The question that immediately came to mind was: Do you want to know about me? Immediately followed by: Why? Well, empirebetty has challenged me, so I’ll answer.
1. I’m an alien. I do try to pass as human, but I’m not entirely successful. There are many things all humans have knowledge of, and experience with, but that I just don’t “get.” For instance, human beings are, first of all, social creatures. I’m not. I’m perfectly content with only my own company. Generally, in fact, I prefer (with some exceptions) to be alone. I’m somewhat remote.
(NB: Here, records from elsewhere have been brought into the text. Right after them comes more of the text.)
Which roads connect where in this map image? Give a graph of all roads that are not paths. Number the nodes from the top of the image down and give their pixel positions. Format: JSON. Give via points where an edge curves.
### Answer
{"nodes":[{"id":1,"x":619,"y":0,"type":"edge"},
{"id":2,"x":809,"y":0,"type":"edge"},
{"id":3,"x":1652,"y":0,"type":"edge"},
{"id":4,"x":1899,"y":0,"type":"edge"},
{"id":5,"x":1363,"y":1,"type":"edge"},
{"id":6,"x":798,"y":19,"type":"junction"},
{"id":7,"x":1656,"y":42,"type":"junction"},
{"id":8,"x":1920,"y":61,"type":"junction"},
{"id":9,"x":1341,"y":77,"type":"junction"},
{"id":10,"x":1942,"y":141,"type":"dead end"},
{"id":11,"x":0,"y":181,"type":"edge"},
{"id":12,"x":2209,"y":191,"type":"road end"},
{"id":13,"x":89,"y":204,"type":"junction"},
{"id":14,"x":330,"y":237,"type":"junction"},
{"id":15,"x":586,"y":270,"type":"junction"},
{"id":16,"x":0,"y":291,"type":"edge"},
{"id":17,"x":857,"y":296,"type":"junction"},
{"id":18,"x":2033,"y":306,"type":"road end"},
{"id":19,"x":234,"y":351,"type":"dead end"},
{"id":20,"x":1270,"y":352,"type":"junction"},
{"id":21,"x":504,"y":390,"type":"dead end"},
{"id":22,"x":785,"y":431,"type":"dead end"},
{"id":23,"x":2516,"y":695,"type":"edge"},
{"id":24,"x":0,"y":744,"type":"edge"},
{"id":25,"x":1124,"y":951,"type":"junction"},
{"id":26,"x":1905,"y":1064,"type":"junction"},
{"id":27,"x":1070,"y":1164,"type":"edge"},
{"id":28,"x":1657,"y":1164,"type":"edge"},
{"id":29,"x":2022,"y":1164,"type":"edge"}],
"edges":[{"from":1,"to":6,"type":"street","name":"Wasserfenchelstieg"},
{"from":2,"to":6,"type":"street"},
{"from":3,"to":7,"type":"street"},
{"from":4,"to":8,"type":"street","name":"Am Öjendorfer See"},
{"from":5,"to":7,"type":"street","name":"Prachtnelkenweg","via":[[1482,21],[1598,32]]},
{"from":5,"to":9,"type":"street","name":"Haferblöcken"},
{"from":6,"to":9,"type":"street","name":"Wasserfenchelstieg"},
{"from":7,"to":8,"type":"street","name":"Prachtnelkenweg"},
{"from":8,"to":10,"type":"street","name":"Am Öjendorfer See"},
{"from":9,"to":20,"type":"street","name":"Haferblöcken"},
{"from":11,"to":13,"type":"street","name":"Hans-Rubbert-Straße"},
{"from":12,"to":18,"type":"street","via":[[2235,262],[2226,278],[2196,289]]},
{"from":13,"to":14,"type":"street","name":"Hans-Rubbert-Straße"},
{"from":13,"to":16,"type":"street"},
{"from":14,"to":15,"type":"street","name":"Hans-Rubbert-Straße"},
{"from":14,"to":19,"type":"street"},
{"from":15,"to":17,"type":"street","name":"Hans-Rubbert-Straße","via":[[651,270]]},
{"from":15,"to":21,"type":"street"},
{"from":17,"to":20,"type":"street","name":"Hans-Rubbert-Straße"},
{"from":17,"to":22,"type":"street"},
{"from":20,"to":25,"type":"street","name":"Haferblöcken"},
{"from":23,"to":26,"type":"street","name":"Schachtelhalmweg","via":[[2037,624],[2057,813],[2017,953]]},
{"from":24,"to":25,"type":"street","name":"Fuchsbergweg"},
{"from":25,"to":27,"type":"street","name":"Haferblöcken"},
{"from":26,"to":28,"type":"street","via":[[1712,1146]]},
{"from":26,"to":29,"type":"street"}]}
Now then, in my family there were 4 children: 3 blue-eyed, towheaded blond males, and 1 brown-eyed, raven-haired brunette female. Didn’t exactly fit in from day 1. Even more to the point, I’m a flawed female. Love of, and great aptitude for, shopping is a prime female directive, so I understand. I, however am completely devoid of that shopping gene. I can’t think of too many things I’d rather do less.
Guys are supposed to like, and be good at, math; girls excel at language. I like both. But then, math is just another language. A professor told me once that the best mathematicians are also good musicians (or maybe it was vice-versa). I am a pianist. I sometimes joke that I could read music before I could read English. That’s only slightly an exaggeration. I learned both concurrently.
Keep it in mind: my being an alien colors everything else.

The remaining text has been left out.